**THE TASK**
Every entry must come back exactly as it was given.

··········

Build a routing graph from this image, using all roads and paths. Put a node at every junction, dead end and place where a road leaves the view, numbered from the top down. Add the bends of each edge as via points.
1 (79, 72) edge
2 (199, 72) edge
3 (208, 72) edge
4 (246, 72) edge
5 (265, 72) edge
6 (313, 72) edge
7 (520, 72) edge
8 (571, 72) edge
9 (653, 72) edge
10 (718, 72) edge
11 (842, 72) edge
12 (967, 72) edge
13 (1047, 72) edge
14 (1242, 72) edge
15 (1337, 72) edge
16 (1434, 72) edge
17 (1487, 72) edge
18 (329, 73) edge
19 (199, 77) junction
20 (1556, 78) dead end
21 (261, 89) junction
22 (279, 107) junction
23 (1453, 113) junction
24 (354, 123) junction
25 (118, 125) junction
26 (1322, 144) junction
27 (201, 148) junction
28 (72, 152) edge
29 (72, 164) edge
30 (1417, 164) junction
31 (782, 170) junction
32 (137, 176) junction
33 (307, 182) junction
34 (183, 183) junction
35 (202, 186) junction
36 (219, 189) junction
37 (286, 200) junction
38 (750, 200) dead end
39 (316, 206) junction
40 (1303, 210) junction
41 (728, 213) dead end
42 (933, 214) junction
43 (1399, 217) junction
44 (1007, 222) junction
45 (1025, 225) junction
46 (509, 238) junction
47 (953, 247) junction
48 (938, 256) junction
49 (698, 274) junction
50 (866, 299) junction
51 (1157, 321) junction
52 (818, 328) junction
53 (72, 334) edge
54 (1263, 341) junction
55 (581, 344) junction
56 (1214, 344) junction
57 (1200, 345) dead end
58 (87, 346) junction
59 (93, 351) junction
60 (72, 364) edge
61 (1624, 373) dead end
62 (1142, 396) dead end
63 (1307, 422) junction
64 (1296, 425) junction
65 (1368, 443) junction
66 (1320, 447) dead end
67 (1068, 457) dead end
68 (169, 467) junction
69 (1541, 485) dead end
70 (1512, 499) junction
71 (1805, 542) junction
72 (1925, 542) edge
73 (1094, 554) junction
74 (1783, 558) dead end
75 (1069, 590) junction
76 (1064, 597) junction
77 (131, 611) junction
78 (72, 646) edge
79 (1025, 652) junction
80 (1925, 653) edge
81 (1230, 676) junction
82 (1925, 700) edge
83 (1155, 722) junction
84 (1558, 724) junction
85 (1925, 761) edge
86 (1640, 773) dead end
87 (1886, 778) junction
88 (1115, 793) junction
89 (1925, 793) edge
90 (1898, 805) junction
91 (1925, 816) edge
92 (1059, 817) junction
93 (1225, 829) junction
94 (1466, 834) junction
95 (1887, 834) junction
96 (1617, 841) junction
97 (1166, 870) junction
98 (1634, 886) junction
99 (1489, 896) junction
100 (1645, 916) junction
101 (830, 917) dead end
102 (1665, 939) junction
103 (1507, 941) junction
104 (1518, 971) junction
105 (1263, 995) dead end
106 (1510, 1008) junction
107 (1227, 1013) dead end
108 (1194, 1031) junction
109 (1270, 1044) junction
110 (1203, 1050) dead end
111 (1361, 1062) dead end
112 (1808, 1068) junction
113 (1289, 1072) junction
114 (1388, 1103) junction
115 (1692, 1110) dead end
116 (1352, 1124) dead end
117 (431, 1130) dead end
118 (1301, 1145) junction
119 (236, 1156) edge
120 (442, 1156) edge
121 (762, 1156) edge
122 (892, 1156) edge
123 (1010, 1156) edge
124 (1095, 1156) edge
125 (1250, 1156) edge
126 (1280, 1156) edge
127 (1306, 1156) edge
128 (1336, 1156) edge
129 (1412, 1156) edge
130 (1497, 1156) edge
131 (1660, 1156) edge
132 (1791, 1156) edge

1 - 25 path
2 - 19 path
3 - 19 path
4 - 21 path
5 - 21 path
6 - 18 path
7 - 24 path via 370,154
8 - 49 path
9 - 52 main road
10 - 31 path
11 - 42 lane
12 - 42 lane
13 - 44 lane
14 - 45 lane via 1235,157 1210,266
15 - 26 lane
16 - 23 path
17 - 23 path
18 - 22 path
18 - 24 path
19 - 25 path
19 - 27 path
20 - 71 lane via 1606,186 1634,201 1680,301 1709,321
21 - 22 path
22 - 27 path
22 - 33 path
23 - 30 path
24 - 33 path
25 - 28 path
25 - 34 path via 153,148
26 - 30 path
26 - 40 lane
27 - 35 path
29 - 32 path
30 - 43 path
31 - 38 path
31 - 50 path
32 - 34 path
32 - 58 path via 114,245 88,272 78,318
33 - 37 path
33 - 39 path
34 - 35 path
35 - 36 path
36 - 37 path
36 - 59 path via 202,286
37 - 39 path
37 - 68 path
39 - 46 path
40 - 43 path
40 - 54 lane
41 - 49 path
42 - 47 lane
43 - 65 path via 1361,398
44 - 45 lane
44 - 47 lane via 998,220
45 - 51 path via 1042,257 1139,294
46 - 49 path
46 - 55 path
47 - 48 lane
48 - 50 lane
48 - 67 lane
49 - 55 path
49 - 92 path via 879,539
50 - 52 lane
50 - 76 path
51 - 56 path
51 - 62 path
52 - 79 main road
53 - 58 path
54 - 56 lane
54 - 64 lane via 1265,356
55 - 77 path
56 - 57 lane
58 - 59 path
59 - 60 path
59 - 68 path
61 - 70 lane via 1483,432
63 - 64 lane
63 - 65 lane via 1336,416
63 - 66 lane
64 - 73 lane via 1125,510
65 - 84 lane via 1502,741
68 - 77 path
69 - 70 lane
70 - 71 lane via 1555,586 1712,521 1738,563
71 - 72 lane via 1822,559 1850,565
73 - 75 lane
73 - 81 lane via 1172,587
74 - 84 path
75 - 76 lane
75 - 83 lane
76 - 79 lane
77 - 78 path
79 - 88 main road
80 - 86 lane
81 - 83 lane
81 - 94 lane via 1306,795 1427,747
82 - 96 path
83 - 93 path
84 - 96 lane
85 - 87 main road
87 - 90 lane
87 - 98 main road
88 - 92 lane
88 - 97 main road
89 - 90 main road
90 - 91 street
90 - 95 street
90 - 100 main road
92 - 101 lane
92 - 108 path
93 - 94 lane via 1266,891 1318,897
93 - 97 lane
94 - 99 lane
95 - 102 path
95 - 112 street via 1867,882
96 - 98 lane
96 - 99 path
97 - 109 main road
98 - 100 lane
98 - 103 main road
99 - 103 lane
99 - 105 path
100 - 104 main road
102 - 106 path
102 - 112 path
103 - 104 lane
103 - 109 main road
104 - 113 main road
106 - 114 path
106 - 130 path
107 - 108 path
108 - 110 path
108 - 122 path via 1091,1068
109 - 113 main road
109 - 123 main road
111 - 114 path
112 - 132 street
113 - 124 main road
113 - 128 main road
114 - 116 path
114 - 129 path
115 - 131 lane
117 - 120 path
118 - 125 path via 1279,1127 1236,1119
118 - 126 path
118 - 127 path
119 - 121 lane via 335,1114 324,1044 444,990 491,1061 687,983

··········

**ANSWER BOX**
Build a routing graph from this image, using all roads and paths. Put a node at every junction, dead end and place where a road leaves the view, numbered from the top down. Add the bends of each edge as via points.
1 (79, 72) edge
2 (199, 72) edge
3 (208, 72) edge
4 (246, 72) edge
5 (265, 72) edge
6 (313, 72) edge
7 (520, 72) edge
8 (571, 72) edge
9 (653, 72) edge
10 (718, 72) edge
11 (842, 72) edge
12 (967, 72) edge
13 (1047, 72) edge
14 (1242, 72) edge
15 (1337, 72) edge
16 (1434, 72) edge
17 (1487, 72) edge
18 (329, 73) edge
19 (199, 77) junction
20 (1556, 78) dead end
21 (261, 89) junction
22 (279, 107) junction
23 (1453, 113) junction
24 (354, 123) junction
25 (118, 125) junction
26 (1322, 144) junction
27 (201, 148) junction
28 (72, 152) edge
29 (72, 164) edge
30 (1417, 164) junction
31 (782, 170) junction
32 (137, 176) junction
33 (307, 182) junction
34 (183, 183) junction
35 (202, 186) junction
36 (219, 189) junction
37 (286, 200) junction
38 (750, 200) dead end
39 (316, 206) junction
40 (1303, 210) junction
41 (728, 213) dead end
42 (933, 214) junction
43 (1399, 217) junction
44 (1007, 222) junction
45 (1025, 225) junction
46 (509, 238) junction
47 (953, 247) junction
48 (938, 256) junction
49 (698, 274) junction
50 (866, 299) junction
51 (1157, 321) junction
52 (818, 328) junction
53 (72, 334) edge
54 (1263, 341) junction
55 (581, 344) junction
56 (1214, 344) junction
57 (1200, 345) dead end
58 (87, 346) junction
59 (93, 351) junction
60 (72, 364) edge
61 (1624, 373) dead end
62 (1142, 396) dead end
63 (1307, 422) junction
64 (1296, 425) junction
65 (1368, 443) junction
66 (1320, 447) dead end
67 (1068, 457) dead end
68 (169, 467) junction
69 (1541, 485) dead end
70 (1512, 499) junction
71 (1805, 542) junction
72 (1925, 542) edge
73 (1094, 554) junction
74 (1783, 558) dead end
75 (1069, 590) junction
76 (1064, 597) junction
77 (131, 611) junction
78 (72, 646) edge
79 (1025, 652) junction
80 (1925, 653) edge
81 (1230, 676) junction
82 (1925, 700) edge
83 (1155, 722) junction
84 (1558, 724) junction
85 (1925, 761) edge
86 (1640, 773) dead end
87 (1886, 778) junction
88 (1115, 793) junction
89 (1925, 793) edge
90 (1898, 805) junction
91 (1925, 816) edge
92 (1059, 817) junction
93 (1225, 829) junction
94 (1466, 834) junction
95 (1887, 834) junction
96 (1617, 841) junction
97 (1166, 870) junction
98 (1634, 886) junction
99 (1489, 896) junction
100 (1645, 916) junction
101 (830, 917) dead end
102 (1665, 939) junction
103 (1507, 941) junction
104 (1518, 971) junction
105 (1263, 995) dead end
106 (1510, 1008) junction
107 (1227, 1013) dead end
108 (1194, 1031) junction
109 (1270, 1044) junction
110 (1203, 1050) dead end
111 (1361, 1062) dead end
112 (1808, 1068) junction
113 (1289, 1072) junction
114 (1388, 1103) junction
115 (1692, 1110) dead end
116 (1352, 1124) dead end
117 (431, 1130) dead end
118 (1301, 1145) junction
119 (236, 1156) edge
120 (442, 1156) edge
121 (762, 1156) edge
122 (892, 1156) edge
123 (1010, 1156) edge
124 (1095, 1156) edge
125 (1250, 1156) edge
126 (1280, 1156) edge
127 (1306, 1156) edge
128 (1336, 1156) edge
129 (1412, 1156) edge
130 (1497, 1156) edge
131 (1660, 1156) edge
132 (1791, 1156) edge

1 - 25 path
2 - 19 path
3 - 19 path
4 - 21 path
5 - 21 path
6 - 18 path
7 - 24 path via 370,154
8 - 49 path
9 - 52 main road
10 - 31 path
11 - 42 lane
12 - 42 lane
13 - 44 lane
14 - 45 lane via 1235,157 1210,266
15 - 26 lane
16 - 23 path
17 - 23 path
18 - 22 path
18 - 24 path
19 - 25 path
19 - 27 path
20 - 71 lane via 1606,186 1634,201 1680,301 1709,321
21 - 22 path
22 - 27 path
22 - 33 path
23 - 30 path
24 - 33 path
25 - 28 path
25 - 34 path via 153,148
26 - 30 path
26 - 40 lane
27 - 35 path
29 - 32 path
30 - 43 path
31 - 38 path
31 - 50 path
32 - 34 path
32 - 58 path via 114,245 88,272 78,318
33 - 37 path
33 - 39 path
34 - 35 path
35 - 36 path
36 - 37 path
36 - 59 path via 202,286
37 - 39 path
37 - 68 path
39 - 46 path
40 - 43 path
40 - 54 lane
41 - 49 path
42 - 47 lane
43 - 65 path via 1361,398
44 - 45 lane
44 - 47 lane via 998,220
45 - 51 path via 1042,257 1139,294
46 - 49 path
46 - 55 path
47 - 48 lane
48 - 50 lane
48 - 67 lane
49 - 55 path
49 - 92 path via 879,539
50 - 52 lane
50 - 76 path
51 - 56 path
51 - 62 path
52 - 79 main road
53 - 58 path
54 - 56 lane
54 - 64 lane via 1265,356
55 - 77 path
56 - 57 lane
58 - 59 path
59 - 60 path
59 - 68 path
61 - 70 lane via 1483,432
63 - 64 lane
63 - 65 lane via 1336,416
63 - 66 lane
64 - 73 lane via 1125,510
65 - 84 lane via 1502,741
68 - 77 path
69 - 70 lane
70 - 71 lane via 1555,586 1712,521 1738,563
71 - 72 lane via 1822,559 1850,565
73 - 75 lane
73 - 81 lane via 1172,587
74 - 84 path
75 - 76 lane
75 - 83 lane
76 - 79 lane
77 - 78 path
79 - 88 main road
80 - 86 lane
81 - 83 lane
81 - 94 lane via 1306,795 1427,747
82 - 96 path
83 - 93 path
84 - 96 lane
85 - 87 main road
87 - 90 lane
87 - 98 main road
88 - 92 lane
88 - 97 main road
89 - 90 main road
90 - 91 street
90 - 95 street
90 - 100 main road
92 - 101 lane
92 - 108 path
93 - 94 lane via 1266,891 1318,897
93 - 97 lane
94 - 99 lane
95 - 102 path
95 - 112 street via 1867,882
96 - 98 lane
96 - 99 path
97 - 109 main road
98 - 100 lane
98 - 103 main road
99 - 103 lane
99 - 105 path
100 - 104 main road
102 - 106 path
102 - 112 path
103 - 104 lane
103 - 109 main road
104 - 113 main road
106 - 114 path
106 - 130 path
107 - 108 path
108 - 110 path
108 - 122 path via 1091,1068
109 - 113 main road
109 - 123 main road
111 - 114 path
112 - 132 street
113 - 124 main road
113 - 128 main road
114 - 116 path
114 - 129 path
115 - 131 lane
117 - 120 path
118 - 125 path via 1279,1127 1236,1119
118 - 126 path
118 - 127 path
119 - 121 lane via 335,1114 324,1044 444,990 491,1061 687,983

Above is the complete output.